If you want a short and comprehensive list of devices you need to try this method, here it is. Much of it you have at home or know where to get without my help.
Sun yellow color 119
WF Magenta color 338
Brilliant blue color 490
Black color 672
Brown color (optional, also available at ProChem)
Citric acid or distilled vinegar
Glauber’s salt or table salt (optional)
Dishwashing liquid Synthrapol or Dawn
Plastic Jugs – 5-6 in 250ml size, 2-3 in 1000ml size
(All of the above can be found at ProChem.)
1 ml, 3 ml, 10 ml syringes
A useful spoon for scooping out dyes when weighing (any old teaspoon or measuring spoon will do)
Screw-top milk jugs (or smaller jugs if desired) to hold dye
In addition, if you are trying on colors, you will need:
6-12 beakers or mason jars
Casserole or other flat dish
Microwave (preferably for coloring)
6-8 additional small glasses or cups for mixing mixtures
Or to paint larger pieces:
3-4 large stainless steel or enameled pots, about 20 liters
Vegetable steamers (optional)
I hope this information helps you get started.
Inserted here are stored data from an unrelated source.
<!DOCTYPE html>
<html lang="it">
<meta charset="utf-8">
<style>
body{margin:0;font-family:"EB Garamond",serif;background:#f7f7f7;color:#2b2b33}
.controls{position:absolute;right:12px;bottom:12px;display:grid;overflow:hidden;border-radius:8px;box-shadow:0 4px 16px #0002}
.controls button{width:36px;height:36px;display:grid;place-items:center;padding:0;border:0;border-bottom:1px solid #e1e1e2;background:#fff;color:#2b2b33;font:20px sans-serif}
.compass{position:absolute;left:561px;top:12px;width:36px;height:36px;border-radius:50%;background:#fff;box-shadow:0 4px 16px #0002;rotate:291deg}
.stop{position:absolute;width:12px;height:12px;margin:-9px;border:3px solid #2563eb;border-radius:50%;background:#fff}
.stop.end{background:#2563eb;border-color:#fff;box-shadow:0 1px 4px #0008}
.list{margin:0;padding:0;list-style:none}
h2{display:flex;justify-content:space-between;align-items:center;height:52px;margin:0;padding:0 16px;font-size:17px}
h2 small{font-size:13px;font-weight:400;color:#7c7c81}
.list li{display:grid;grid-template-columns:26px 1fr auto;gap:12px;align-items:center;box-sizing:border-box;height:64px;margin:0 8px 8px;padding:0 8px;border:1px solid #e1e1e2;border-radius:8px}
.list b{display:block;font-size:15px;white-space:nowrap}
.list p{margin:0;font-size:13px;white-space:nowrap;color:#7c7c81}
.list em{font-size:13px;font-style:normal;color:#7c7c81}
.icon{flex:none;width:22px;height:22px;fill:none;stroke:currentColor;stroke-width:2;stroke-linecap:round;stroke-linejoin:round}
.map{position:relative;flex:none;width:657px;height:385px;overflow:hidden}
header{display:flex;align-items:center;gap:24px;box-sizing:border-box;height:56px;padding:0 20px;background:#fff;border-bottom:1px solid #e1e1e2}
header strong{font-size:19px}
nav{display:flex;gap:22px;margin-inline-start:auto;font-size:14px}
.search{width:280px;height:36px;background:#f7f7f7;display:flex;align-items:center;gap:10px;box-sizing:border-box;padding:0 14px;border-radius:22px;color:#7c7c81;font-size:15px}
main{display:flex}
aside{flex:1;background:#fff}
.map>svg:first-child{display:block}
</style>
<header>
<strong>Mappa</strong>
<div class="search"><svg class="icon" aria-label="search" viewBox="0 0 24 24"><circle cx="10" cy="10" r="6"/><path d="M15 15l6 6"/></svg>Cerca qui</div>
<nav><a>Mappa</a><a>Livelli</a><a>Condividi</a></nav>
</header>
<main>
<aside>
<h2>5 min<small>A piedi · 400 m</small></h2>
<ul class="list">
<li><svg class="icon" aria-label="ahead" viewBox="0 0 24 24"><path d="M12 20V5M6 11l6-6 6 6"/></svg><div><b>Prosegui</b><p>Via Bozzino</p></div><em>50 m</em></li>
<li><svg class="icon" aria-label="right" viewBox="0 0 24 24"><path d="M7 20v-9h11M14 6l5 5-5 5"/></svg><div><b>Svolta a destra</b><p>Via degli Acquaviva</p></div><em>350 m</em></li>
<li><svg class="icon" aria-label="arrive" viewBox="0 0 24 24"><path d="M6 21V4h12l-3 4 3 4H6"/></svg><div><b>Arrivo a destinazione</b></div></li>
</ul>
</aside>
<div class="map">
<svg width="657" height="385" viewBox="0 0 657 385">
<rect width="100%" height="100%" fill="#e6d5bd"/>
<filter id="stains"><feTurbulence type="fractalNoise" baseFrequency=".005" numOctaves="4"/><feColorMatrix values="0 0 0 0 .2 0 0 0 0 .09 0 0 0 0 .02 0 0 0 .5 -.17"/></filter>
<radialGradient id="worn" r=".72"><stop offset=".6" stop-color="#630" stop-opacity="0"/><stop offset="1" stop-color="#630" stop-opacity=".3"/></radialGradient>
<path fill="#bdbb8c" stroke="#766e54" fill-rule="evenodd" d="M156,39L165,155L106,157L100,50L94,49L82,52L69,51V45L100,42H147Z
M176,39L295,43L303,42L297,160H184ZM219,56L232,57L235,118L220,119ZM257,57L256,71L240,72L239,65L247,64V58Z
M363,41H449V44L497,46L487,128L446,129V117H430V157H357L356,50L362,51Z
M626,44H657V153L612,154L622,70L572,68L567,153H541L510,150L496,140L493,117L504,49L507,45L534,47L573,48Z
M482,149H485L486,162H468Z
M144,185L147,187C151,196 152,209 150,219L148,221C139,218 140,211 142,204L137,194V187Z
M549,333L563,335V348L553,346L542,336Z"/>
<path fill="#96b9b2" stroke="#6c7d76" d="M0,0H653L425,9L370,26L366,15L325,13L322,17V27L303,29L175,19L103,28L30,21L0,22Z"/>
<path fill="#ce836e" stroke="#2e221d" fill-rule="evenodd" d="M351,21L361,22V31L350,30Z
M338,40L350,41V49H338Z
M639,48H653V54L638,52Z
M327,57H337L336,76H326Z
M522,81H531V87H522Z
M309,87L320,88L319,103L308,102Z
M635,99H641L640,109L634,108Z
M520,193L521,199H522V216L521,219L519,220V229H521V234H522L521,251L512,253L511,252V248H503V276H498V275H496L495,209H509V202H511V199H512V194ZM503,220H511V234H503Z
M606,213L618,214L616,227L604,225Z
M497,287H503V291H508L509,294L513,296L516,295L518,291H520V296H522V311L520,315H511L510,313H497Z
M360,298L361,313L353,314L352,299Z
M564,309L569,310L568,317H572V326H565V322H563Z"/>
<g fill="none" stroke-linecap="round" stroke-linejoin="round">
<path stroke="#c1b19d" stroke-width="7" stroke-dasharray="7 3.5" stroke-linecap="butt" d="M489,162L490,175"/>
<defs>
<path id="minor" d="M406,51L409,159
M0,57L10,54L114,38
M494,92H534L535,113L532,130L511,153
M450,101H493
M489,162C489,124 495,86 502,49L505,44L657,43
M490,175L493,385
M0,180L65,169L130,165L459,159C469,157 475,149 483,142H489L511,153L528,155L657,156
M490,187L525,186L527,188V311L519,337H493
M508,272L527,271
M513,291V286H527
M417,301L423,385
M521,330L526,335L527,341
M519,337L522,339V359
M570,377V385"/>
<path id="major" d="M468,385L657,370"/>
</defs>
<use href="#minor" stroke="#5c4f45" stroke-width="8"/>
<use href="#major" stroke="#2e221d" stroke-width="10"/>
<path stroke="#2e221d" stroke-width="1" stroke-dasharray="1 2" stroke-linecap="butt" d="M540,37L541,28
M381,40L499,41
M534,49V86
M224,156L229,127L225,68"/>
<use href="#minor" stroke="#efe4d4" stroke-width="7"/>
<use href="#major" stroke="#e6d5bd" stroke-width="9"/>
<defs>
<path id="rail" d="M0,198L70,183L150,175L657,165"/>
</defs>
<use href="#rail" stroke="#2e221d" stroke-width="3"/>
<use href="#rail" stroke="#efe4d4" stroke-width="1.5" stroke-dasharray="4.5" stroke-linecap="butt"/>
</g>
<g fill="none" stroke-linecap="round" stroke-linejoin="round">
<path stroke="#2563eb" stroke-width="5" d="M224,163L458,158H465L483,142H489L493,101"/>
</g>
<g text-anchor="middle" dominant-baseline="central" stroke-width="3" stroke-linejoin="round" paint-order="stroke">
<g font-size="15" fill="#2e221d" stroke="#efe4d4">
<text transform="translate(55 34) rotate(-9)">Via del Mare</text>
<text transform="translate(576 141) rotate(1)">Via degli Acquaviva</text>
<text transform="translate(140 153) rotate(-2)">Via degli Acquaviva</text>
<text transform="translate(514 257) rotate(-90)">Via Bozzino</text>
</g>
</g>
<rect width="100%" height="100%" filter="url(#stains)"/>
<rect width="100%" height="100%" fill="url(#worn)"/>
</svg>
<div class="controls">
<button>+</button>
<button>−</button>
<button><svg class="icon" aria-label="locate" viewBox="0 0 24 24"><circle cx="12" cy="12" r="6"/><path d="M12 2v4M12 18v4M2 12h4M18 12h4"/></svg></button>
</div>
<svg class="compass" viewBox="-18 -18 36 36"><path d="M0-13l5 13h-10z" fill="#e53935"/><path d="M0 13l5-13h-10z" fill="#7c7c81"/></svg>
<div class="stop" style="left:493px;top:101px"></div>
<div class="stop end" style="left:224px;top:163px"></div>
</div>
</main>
In the fourth part, I describe how I try colors. This is a fun project that I guarantee will wear you out if you’re not careful! You’ll need to set aside several days for this, depending on how thorough you want to be. I can’t be held responsible if it turns into weeks. By this time, your family will be hoping to cook soup in pots instead of wool – better stock up on frozen dinners!